Graduation Extra: 'The past does not define us'

I would like to take this opportunity to welcome you once again to the commencement of the Bethlehem Catholic class of 2015. This time, though, I think it may be the last welcome you'll hear from us, this being a farewell address. In any case, there are a number of people who are due thanks for not only my being here, but also for all of us being here. To the Most Reverend John Barres bishop of the Allentown Diocese, our principal, Mr. John Petruzzelli, and all other distinguished guests, I thank you for your presence here tonight. To the teachers, faculty and staff who, for the past four years have not only been our instructors but also our friends and mentors, I say thank you. To the coaches I have had the honor to run under and even with, I thank you for your dedication, guidance and friendship. To my family, without whom I would not be here, both literally and metaphorically, I love you more than I can put to words, thank you for everything. Last but certainly not least, I want to extend a heartfelt thank you to the friends who have always been there for me, in the good times and the bad. You are the best friends a person could have ever asked for. Though things may come and things may go, I know our friendship will carry on through the ages.

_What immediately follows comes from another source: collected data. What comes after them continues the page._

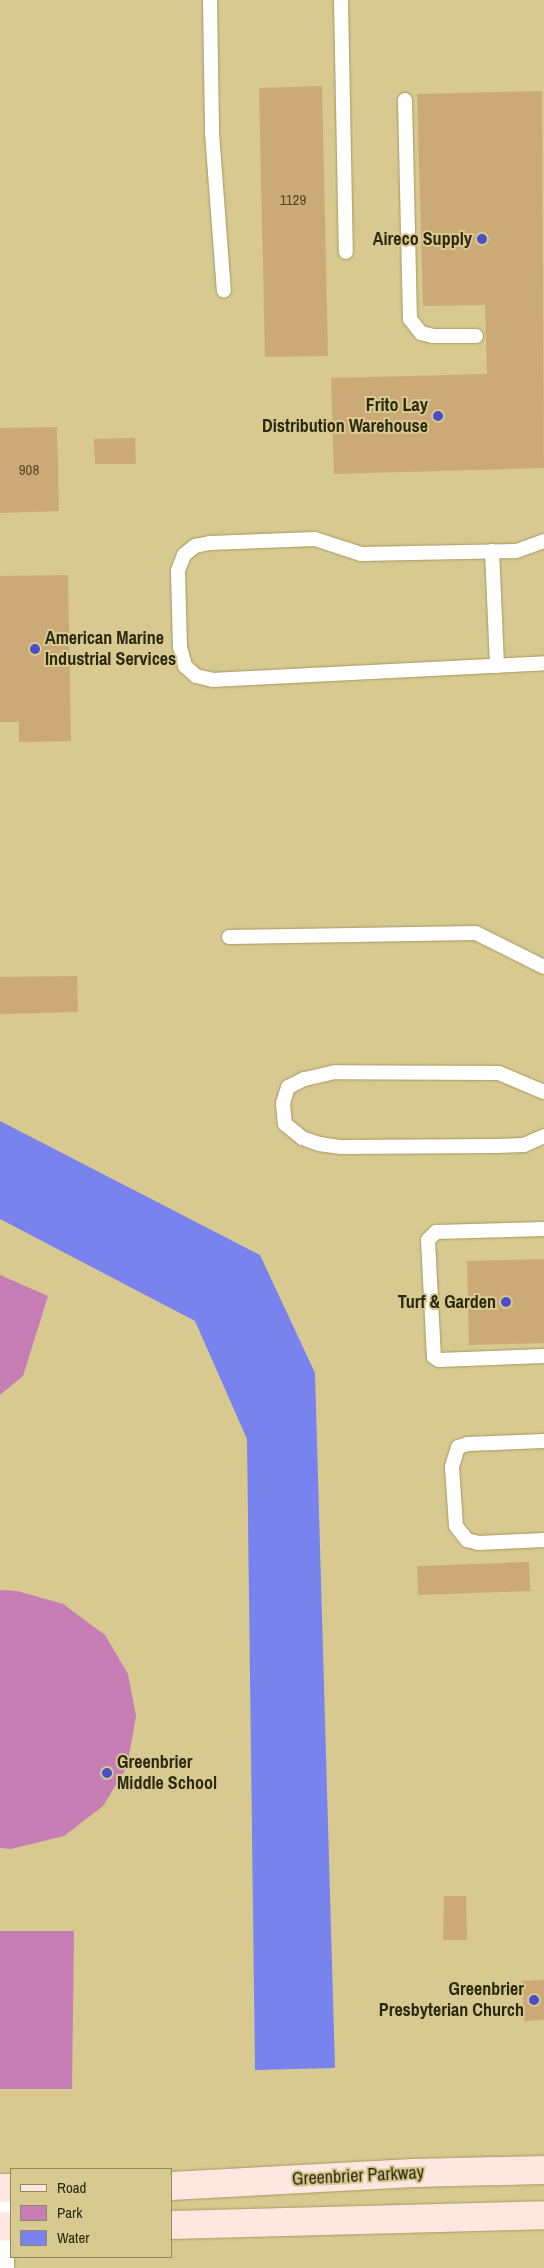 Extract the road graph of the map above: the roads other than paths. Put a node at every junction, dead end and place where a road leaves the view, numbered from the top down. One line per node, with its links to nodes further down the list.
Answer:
1 (210, 0): 5 (lane)
2 (340, 0): 4 (lane)
3 (405, 100): 6 (lane)
4 (346, 252)
5 (224, 291)
6 (476, 336)
7 (544, 541): 8 (lane)
8 (492, 551): 10 (lane); 10 (lane)
9 (544, 663): 10 (lane)
10 (497, 666)
11 (229, 937): 12 (lane)
12 (544, 967)
13 (544, 1092): 14 (lane)
14 (544, 1136)
15 (544, 1229): 16 (lane)
16 (544, 1356)
17 (544, 1441): 18 (lane)
18 (544, 1540)
19 (544, 2170): 20 (main road, Greenbrier Parkway)
20 (172, 2186)
21 (0, 2199): 24 (street)
22 (544, 2215): 23 (main road)
23 (172, 2225)
24 (4, 2226): 25 (street)
25 (0, 2268)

And now for something completely different, and, no, I'm not talking Monty Python here, I'm talking fear. The ever wise Jerry Seinfeld once stated, "People's number one fear is public speaking... Death is number two…This means to the average person, if you go to a funeral, you're better off in the casket than doing the eulogy." For me, at least, this strikes painfully close to home. With my speech impediment, there was a time where I'd honestly rather be, as Mr. Seinfeld so eloquently put it, in the casket.

I think the very fact that public speaking is more feared than death says a lot about our society. We live in a world where embarrassment, feeling bad about yourself, is accounted more terrifying – more intimidating – than actual, physical pain. We grant what others think of us a higher value than what we think of ourselves. I'll be honest; it took me a long time to come to terms with that idea myself. For nearly three or four years, I refused to believe that I stuttered, yet all the while, my speech grew progressively worse and worse. I could barely speak in complete sentences or even say my own name on account of my almost painful disfluency. I didn't want to admit to the world that I was different, and that my difference might make me less valuable. In the end, my own internalized fears came to cut me deeper than any harsh words or opinions ever could. What's more, when I finally began to accept that I had a problem, those harsh words never came. I was afraid of a valueless, meaningless nothing-something that only had power over me because I gave it sanction to direct my life. And, so it did; I regret every moment that I spent cowering in my own fear, beholden to nothing more than myself.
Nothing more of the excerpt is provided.